▶ _Data_:

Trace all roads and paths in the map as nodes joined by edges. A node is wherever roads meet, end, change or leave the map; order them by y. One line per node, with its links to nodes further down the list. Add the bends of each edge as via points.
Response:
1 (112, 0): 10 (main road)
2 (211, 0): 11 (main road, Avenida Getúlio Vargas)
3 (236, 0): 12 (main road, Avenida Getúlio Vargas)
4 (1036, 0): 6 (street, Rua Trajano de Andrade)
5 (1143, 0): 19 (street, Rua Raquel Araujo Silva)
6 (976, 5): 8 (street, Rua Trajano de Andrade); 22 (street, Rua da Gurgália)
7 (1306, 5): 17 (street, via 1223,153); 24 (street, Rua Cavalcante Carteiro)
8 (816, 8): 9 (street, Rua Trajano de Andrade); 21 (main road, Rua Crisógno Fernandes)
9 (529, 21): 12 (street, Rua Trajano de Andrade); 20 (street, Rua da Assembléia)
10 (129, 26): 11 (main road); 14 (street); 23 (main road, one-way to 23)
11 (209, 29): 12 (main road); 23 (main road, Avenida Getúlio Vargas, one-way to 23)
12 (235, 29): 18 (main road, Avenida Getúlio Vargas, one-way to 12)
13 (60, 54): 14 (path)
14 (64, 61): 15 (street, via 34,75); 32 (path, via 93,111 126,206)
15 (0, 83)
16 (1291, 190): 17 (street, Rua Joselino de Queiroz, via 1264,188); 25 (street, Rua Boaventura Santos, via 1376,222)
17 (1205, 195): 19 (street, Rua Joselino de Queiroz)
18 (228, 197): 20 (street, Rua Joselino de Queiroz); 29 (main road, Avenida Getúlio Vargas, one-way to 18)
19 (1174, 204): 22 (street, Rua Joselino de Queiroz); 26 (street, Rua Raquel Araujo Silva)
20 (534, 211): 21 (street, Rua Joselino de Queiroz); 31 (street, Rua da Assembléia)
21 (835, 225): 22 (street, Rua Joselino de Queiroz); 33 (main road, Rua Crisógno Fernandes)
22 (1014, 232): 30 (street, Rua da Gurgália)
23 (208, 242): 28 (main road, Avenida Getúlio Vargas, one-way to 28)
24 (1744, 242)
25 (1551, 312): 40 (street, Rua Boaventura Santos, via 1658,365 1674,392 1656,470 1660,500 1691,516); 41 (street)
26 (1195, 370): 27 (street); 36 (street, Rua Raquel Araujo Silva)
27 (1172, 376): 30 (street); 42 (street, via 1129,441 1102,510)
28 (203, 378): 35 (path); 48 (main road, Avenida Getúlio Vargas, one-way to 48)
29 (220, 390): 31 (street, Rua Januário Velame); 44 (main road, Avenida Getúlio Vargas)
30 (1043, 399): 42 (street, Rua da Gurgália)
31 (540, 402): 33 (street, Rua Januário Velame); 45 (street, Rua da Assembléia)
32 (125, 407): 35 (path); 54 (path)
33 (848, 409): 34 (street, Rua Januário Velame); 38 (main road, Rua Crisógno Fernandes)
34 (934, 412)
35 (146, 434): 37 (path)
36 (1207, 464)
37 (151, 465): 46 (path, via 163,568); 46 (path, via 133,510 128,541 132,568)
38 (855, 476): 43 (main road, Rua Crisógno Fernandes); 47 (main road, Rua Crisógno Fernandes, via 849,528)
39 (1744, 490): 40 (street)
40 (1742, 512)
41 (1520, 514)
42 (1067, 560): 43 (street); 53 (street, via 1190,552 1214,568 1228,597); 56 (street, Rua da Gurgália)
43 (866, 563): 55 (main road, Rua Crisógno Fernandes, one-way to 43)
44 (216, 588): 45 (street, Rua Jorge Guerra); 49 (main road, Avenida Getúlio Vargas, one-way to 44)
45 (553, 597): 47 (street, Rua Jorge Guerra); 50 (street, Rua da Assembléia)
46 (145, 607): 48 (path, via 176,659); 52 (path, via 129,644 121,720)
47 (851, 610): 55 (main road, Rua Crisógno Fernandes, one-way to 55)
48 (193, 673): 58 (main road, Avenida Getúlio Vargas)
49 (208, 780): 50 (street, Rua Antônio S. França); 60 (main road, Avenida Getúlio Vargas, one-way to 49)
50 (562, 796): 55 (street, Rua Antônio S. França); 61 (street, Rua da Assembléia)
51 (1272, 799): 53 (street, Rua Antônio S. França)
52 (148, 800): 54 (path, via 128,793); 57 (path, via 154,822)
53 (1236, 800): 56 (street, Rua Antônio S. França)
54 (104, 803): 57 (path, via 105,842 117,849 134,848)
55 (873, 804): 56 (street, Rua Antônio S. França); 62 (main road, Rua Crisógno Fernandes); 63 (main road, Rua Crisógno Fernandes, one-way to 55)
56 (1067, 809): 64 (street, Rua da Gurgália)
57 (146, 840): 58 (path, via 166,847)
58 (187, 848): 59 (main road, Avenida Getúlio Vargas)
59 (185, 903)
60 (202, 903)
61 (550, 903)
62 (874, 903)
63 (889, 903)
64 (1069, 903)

▶ _Task brief_: Filter the records down to the lines that contain the string "Raquel", and copy those lines.

▶ _Result below_:
5 (1143, 0): 19 (street, Rua Raquel Araujo Silva)
19 (1174, 204): 22 (street, Rua Joselino de Queiroz); 26 (street, Rua Raquel Araujo Silva)
26 (1195, 370): 27 (street); 36 (street, Rua Raquel Araujo Silva)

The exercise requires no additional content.